• **Data for the task**:
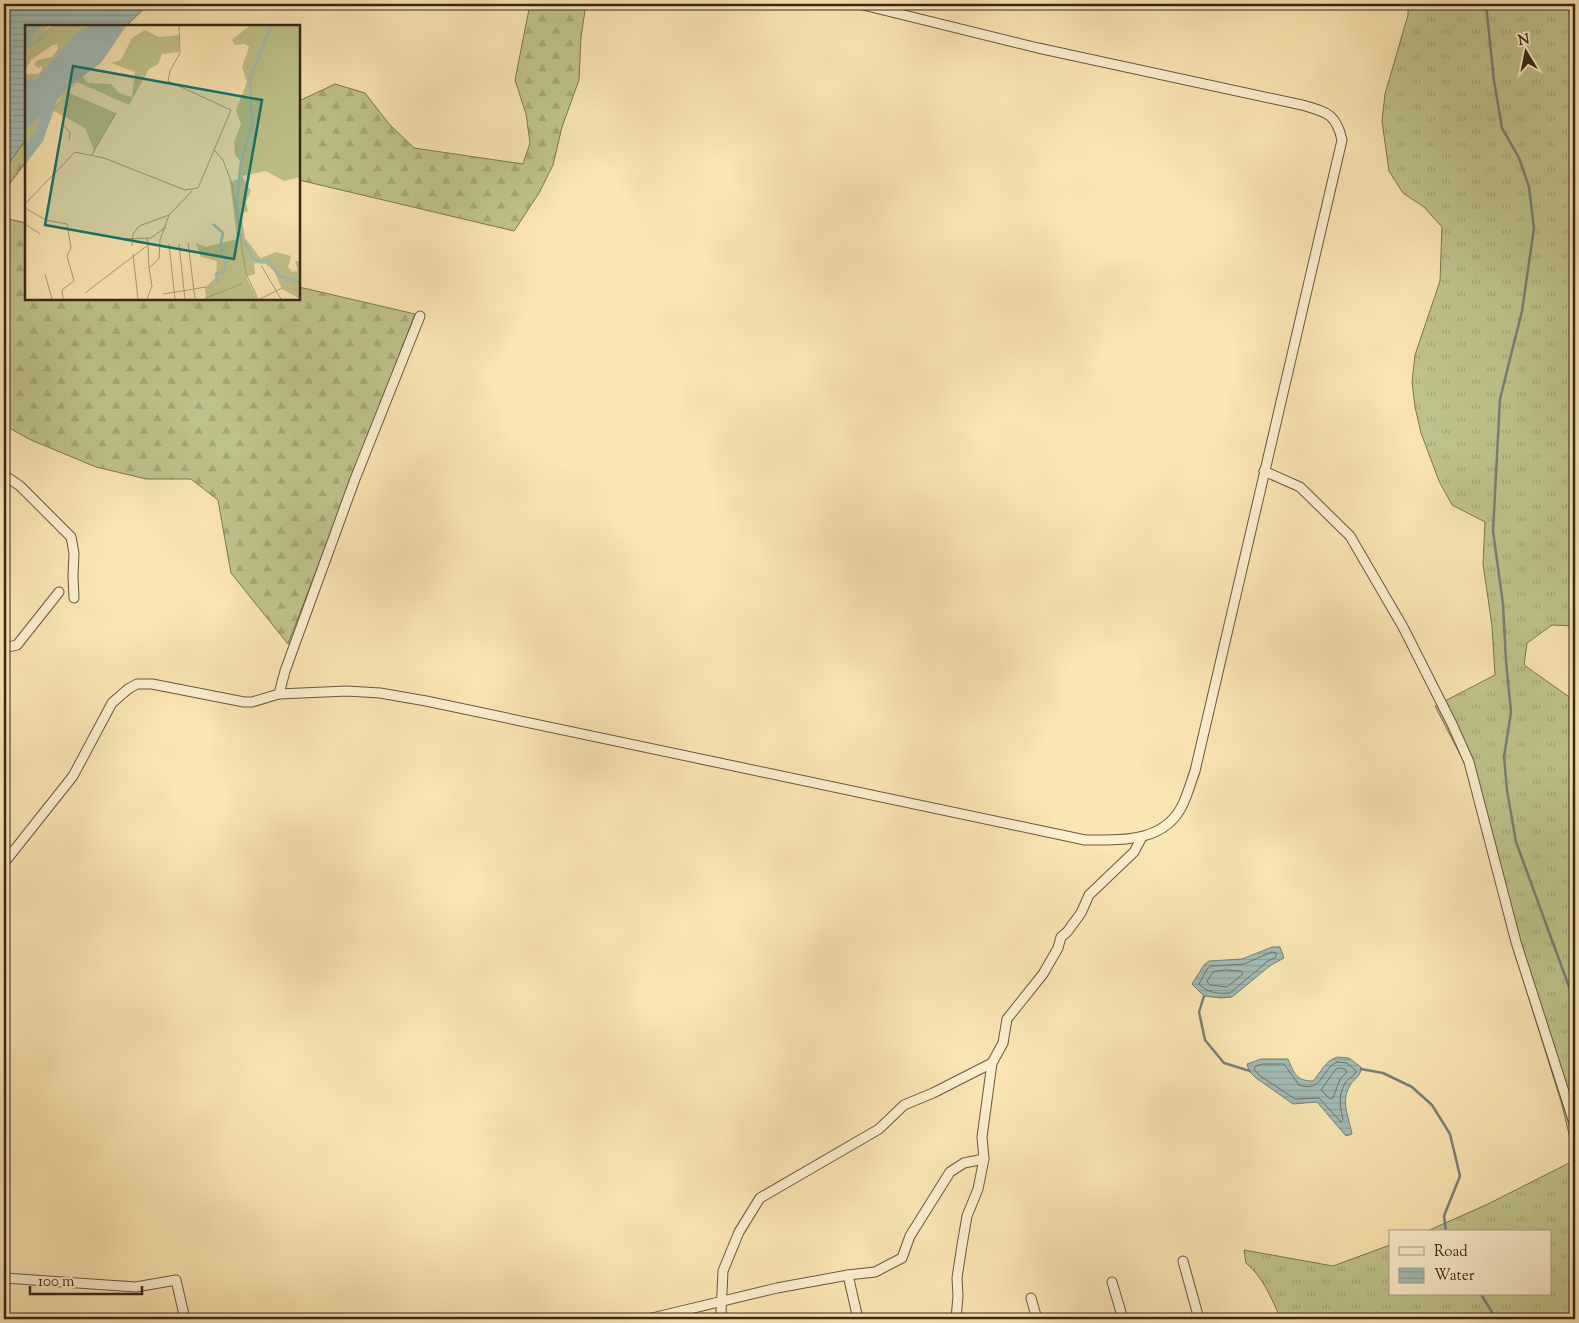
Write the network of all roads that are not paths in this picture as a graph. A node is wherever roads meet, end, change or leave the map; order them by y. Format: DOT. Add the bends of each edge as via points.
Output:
graph roads {
  1 [pos="859,4"];
  2 [pos="420,316"];
  3 [pos="1264,471"];
  4 [pos="4,475"];
  5 [pos="59,592"];
  6 [pos="74,598"];
  7 [pos="4,648"];
  8 [pos="279,694"];
  9 [pos="1142,837"];
  10 [pos="4,863"];
  11 [pos="992,1063"];
  12 [pos="1575,1126"];
  13 [pos="984,1159"];
  14 [pos="1183,1261"];
  15 [pos="848,1275"];
  16 [pos="4,1278"];
  17 [pos="1112,1282"];
  18 [pos="1031,1298"];
  19 [pos="722,1302"];
  20 [pos="185,1319"];
  21 [pos="648,1319"];
  22 [pos="722,1319"];
  23 [pos="858,1319"];
  24 [pos="956,1319"];
  25 [pos="1037,1319"];
  26 [pos="1123,1319"];
  27 [pos="1199,1319"];
  1 -- 3 [label="street" via="1038,48 1302,105 1326,112 1334,118 1342,140"];
  2 -- 8 [label="street" via="355,479"];
  3 -- 9 [label="street" via="1195,771 1183,805 1172,820 1159,831"];
  3 -- 12 [label="street" via="1300,487 1350,536 1452,724 1469,762 1516,942"];
  4 -- 6 [label="street" via="20,486 71,537"];
  5 -- 7 [label="street" via="17,645"];
  8 -- 9 [label="street" via="347,690 380,693 1085,840"];
  8 -- 10 [label="street" via="244,702 152,684 137,684 128,689 112,703 73,776"];
  9 -- 11 [label="street" via="1134,852 1090,895 1081,913 1061,937 1043,974 1007,1019 1003,1043"];
  11 -- 13 [label="street" via="982,1138"];
  11 -- 19 [label="street" via="904,1104 879,1128 760,1198 739,1232 723,1271"];
  13 -- 15 [label="street" via="964,1163 950,1172 910,1236 902,1258 875,1272"];
  13 -- 24 [label="street" via="978,1189 967,1216 957,1278"];
  14 -- 27 [label="street"];
  15 -- 19 [label="street"];
  15 -- 23 [label="street"];
  16 -- 20 [label="street" via="136,1286 176,1280"];
  17 -- 26 [label="street"];
  18 -- 25 [label="street"];
  19 -- 21 [label="street"];
  19 -- 22 [label="street"];
}
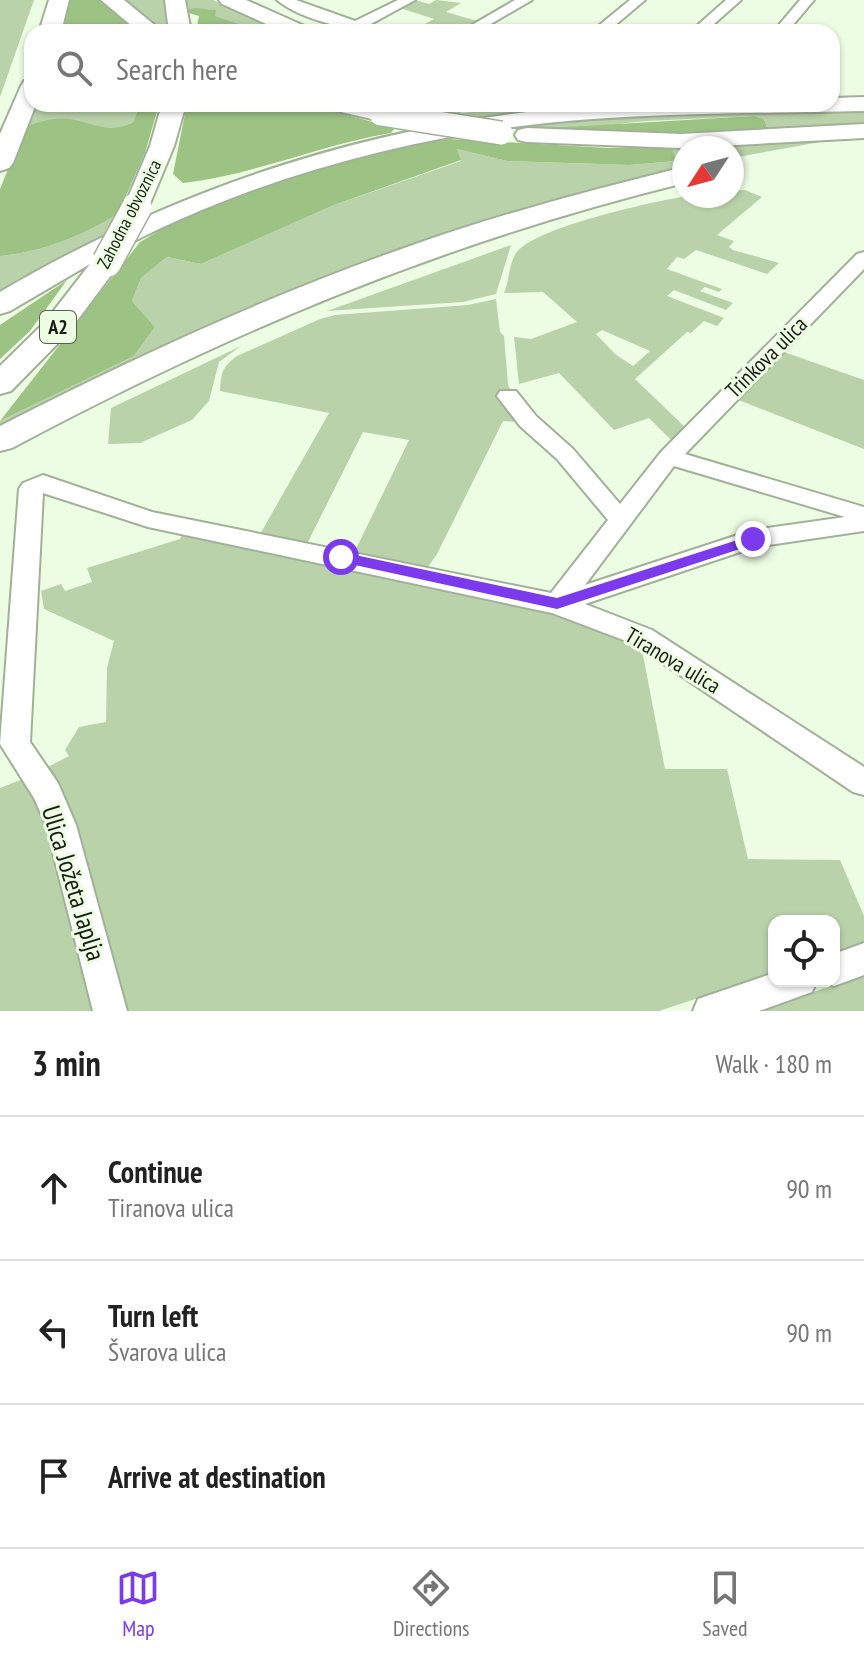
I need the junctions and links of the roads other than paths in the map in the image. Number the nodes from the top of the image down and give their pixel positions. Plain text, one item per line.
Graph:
1 (59, 0) edge
2 (111, 0) edge
3 (175, 0) edge
4 (229, 0) edge
5 (284, 0) edge
6 (408, 0) edge
7 (525, 0) edge
8 (638, 0) edge
9 (734, 0) edge
10 (807, 0) edge
11 (52, 24) edge
12 (142, 24) edge
13 (179, 24) edge
14 (284, 24) edge
15 (351, 24) edge
16 (361, 24) edge
17 (482, 24) edge
18 (608, 24) edge
19 (706, 24) edge
20 (787, 24) edge
21 (840, 104) edge
22 (864, 104) edge
23 (24, 105) edge
24 (172, 112) edge
25 (372, 112) edge
26 (604, 112) edge
27 (864, 131) edge
28 (864, 141) edge
29 (0, 163) edge
30 (744, 163) edge
31 (672, 178) edge
32 (864, 258) edge
33 (0, 305) edge
34 (0, 384) edge
35 (508, 396) dead end
36 (0, 440) edge
37 (669, 457) junction
38 (43, 483) joint
39 (864, 515) edge
40 (620, 519) junction
41 (864, 523) edge
42 (557, 604) junction
43 (864, 783) edge
44 (864, 959) edge
45 (840, 968) edge
46 (782, 987) edge
47 (110, 1011) edge
48 (710, 1011) edge

1 - 11 highway
2 - 12 highway
3 - 13 highway
4 - 14 highway
5 - 15 street
6 - 16 street
7 - 17 street
8 - 18 street
9 - 19 street
10 - 20 street
21 - 22 highway
23 - 29 highway
24 - 34 highway, Zahodna obvoznica / A2, bridge
25 - 27 highway, bridge
26 - 33 highway
28 - 30 highway
31 - 36 highway
32 - 37 street, Trinkova ulica
35 - 40 street
37 - 39 street
37 - 40 street, Trinkova ulica
38 - 42 street, Tiranova ulica
38 - 47 street, Ulica Jožeta Japlja
40 - 42 street, Trinkova ulica
41 - 42 street
42 - 43 street, Tiranova ulica
44 - 45 street
46 - 48 street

• **Exercise goal**: Check each line above for the word "Tiranova" and copy the ones that have it.

• **Exercise response**:
38 - 42 street, Tiranova ulica
42 - 43 street, Tiranova ulica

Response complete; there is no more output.